I have since pondered much upon this matter and have found that Aristotle, in his second book "Of the Soul," did put it well, whereas he compared the soul of a man to a blank unwritten tablet, whereon one could write what he would, and concluded that all such was decreed by the Creator of the world, in order that such blank tablets might by industrious impression and exercise be marked, and so be brought to completeness and perfection. And so saith also his commentator Averroes (upon that pa.s.sage where the Philosopher saith that the Intellect is but a possibility which can be brought into activity by naught else than by Scientia or Knowledge: which is to say that man's understanding is capable of all things, yet can be brought to such knowledge only by constant exercise), and giveth this plain decision: namely, that this knowledge or exercise is the perfecting of souls which have no power at all in them selves.

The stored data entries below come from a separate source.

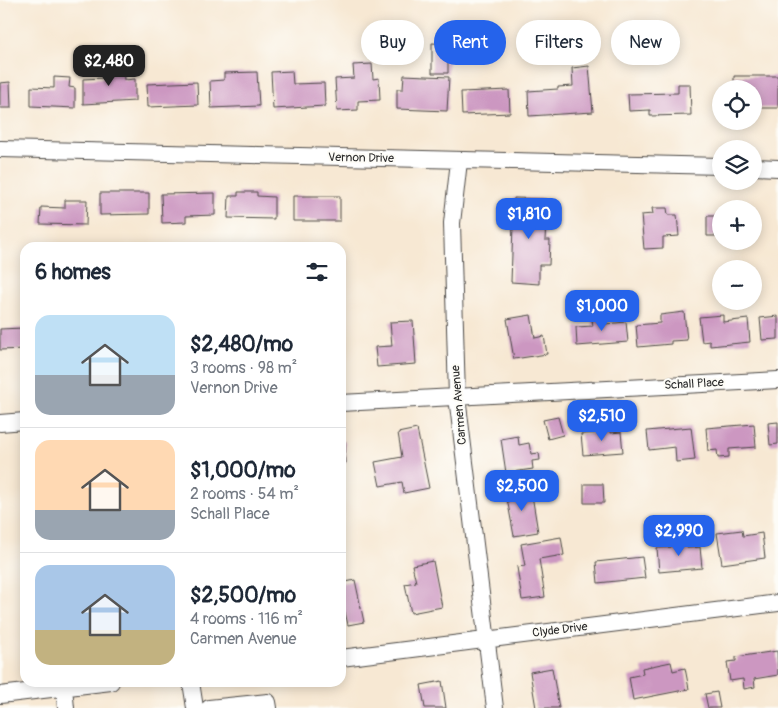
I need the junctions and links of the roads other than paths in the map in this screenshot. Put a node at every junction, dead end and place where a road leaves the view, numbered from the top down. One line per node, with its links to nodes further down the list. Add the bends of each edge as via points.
1 (0, 149): 2 (street, Vernon Drive)
2 (459, 160): 3 (street, Vernon Drive); 7 (street, Carmen Avenue, via 452,223)
3 (712, 166)
4 (762, 167): 5 (street)
5 (778, 168)
6 (778, 380): 7 (street, Schall Place)
7 (456, 397): 8 (street, Schall Place); 12 (street, Carmen Avenue)
8 (346, 403)
9 (20, 421): 10 (street)
10 (0, 422)
11 (778, 604): 12 (street, Clyde Drive)
12 (486, 639): 13 (street, Clyde Drive); 22 (street, Carmen Avenue)
13 (346, 657)
14 (72, 687): 16 (street)
15 (192, 687): 19 (street)
16 (64, 688): 17 (street); 18 (street)
17 (0, 695)
18 (66, 708)
19 (195, 708)
20 (209, 708): 21 (street, via 268,702)
21 (269, 708)
22 (495, 708)

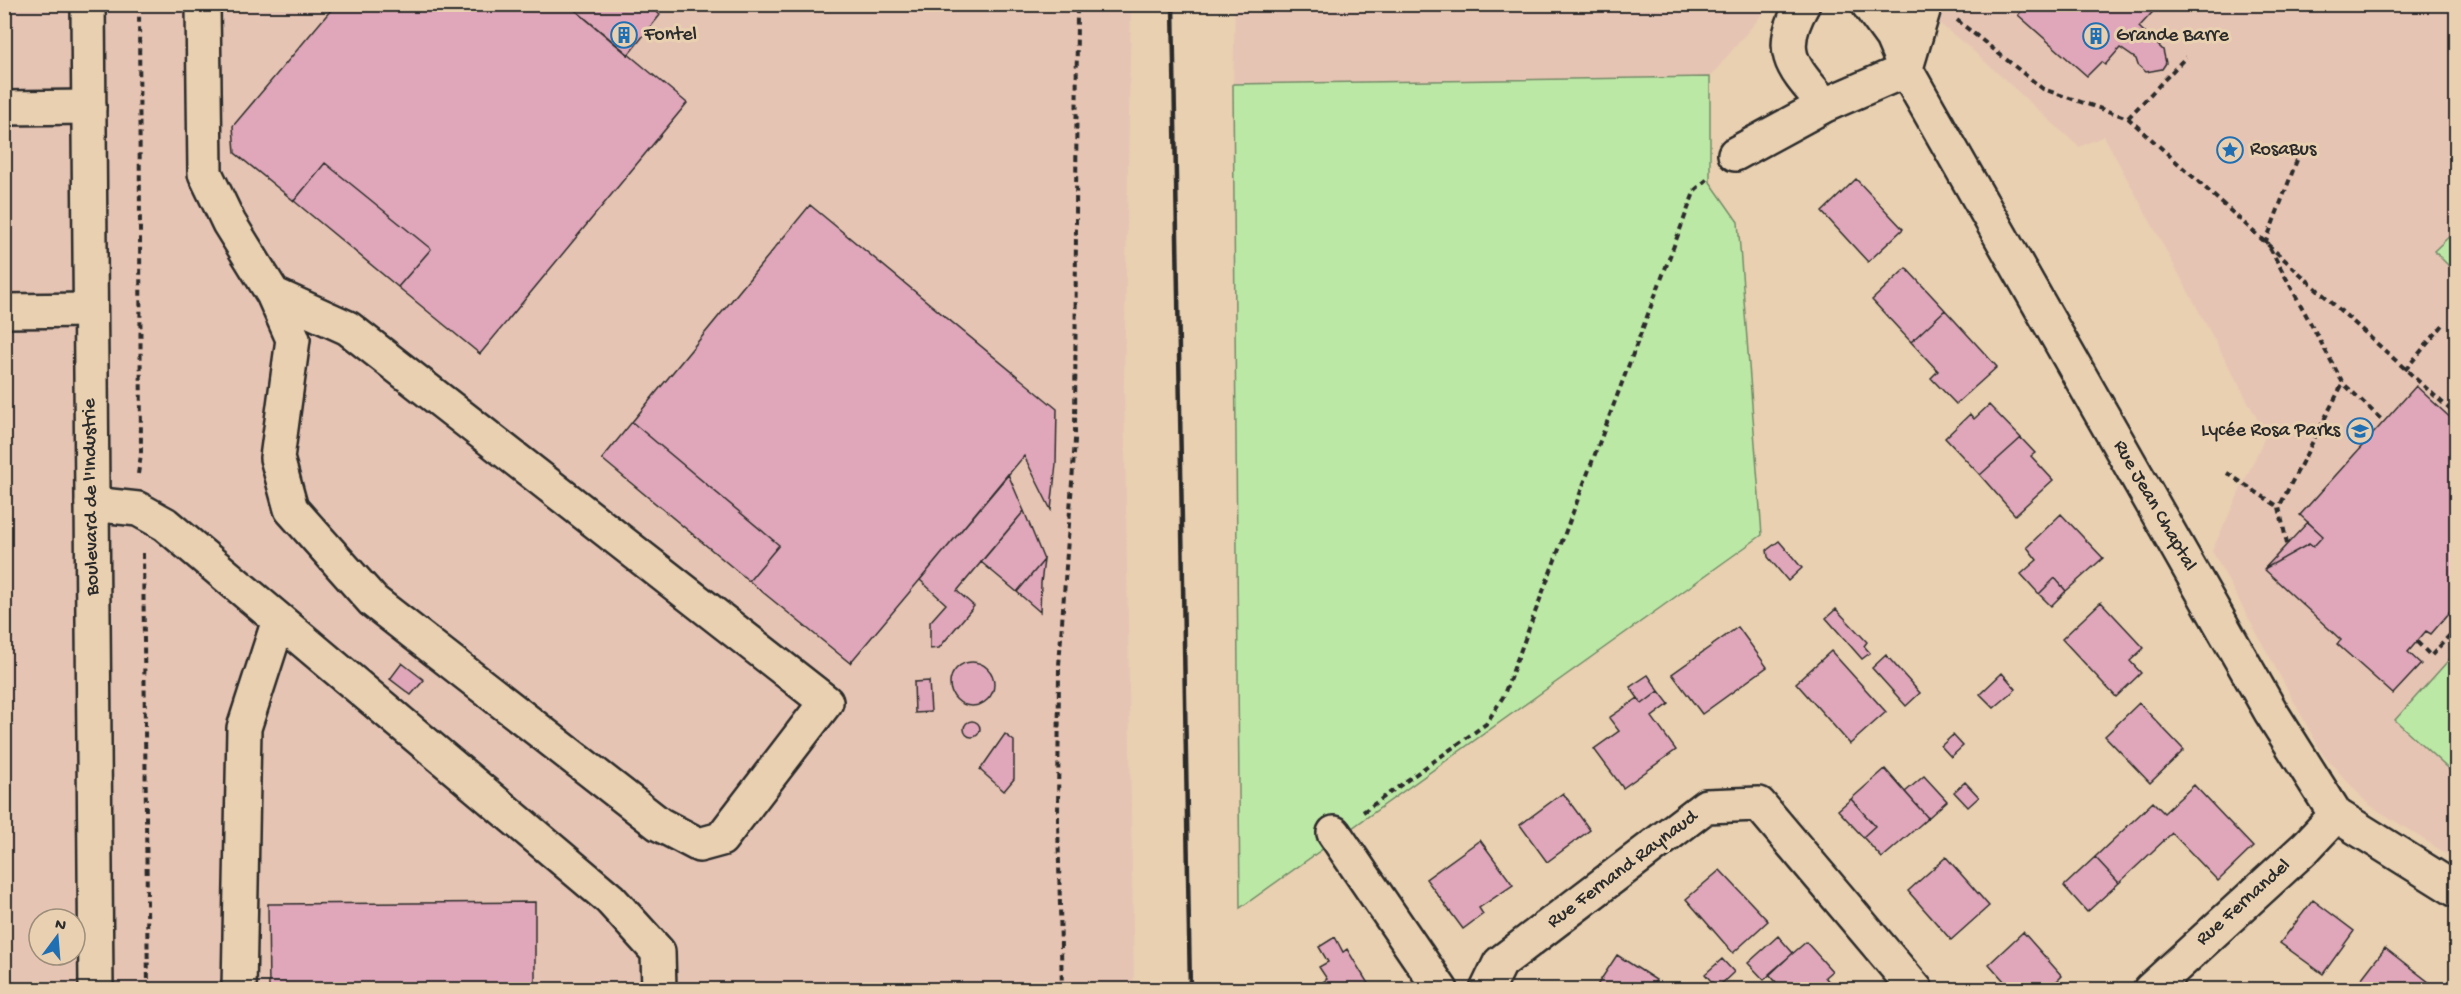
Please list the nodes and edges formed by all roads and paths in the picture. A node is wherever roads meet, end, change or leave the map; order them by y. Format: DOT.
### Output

And this doth Cicero confirm in his second book of the "Tusculan Disputations," when he compares the soul of a man without instruction, knowledge, and exercise, to a field which, albeit fruitful by nature, yet if no man till it or sow it will bring forth no fruit.

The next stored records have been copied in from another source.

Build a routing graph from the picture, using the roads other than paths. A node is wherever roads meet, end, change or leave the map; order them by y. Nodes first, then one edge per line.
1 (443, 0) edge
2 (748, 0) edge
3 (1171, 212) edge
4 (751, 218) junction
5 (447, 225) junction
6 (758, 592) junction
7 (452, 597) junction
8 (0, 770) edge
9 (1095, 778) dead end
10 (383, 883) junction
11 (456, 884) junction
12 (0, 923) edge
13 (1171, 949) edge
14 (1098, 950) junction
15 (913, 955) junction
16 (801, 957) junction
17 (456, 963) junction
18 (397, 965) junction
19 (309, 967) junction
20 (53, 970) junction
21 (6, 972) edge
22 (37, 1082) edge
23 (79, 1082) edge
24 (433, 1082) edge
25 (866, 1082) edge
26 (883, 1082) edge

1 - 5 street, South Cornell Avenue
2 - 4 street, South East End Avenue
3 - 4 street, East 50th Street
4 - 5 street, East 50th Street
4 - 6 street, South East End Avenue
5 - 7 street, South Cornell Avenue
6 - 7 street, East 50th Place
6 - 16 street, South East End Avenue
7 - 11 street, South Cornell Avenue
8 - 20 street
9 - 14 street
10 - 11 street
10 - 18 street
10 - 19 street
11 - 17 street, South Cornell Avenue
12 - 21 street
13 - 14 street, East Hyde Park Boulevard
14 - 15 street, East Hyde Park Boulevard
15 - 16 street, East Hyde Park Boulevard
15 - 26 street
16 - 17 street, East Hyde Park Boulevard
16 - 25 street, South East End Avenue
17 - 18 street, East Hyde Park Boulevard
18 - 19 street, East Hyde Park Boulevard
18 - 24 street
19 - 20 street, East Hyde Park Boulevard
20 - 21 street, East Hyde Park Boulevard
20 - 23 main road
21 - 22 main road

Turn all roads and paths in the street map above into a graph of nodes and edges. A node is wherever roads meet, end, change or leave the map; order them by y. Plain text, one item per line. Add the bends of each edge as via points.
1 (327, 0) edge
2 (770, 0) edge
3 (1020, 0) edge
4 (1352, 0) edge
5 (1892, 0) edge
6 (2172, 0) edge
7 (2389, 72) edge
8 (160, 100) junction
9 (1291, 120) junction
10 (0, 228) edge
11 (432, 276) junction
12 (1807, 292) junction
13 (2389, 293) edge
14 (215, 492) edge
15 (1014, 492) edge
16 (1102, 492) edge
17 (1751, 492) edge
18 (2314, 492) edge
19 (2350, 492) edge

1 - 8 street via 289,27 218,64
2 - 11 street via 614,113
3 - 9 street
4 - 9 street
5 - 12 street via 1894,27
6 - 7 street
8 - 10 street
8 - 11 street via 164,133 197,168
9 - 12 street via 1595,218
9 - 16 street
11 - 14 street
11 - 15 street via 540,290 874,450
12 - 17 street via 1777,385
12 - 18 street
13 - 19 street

And all this did I prove by my own single example: for that I so soon understood all that the pious hermit shewed to me arose from this cause: that he found the smooth tablet of my soul quite empty and without any imaginings before entered thereupon, which might well have hindered the impress of others thereafter. Yet in spite of all, that pure simplicity (in comparison with other men's ways) hath ever clung to me: and therefore did the hermit (for neither he nor I knew my right name) ever call me Simplicissimus. Withal I learned to pray, and when the good hermit had resolved himself to satisfy my earnest desire to abide with him, we built for me a hut like to his own, of wood, twigs and earth, shaped well nigh as the musqueteer shapes his tent in camp or, to speak more exactly, as the peasant in some places shapes his turnip-hod, so low, in truth, that I could hardly sit upright therein; my bed was of dried leaves and gra.s.s, and just so large as the hut itself, so that I know not whether to call such a dwelling-place or hole, a covered bedstead or a hut.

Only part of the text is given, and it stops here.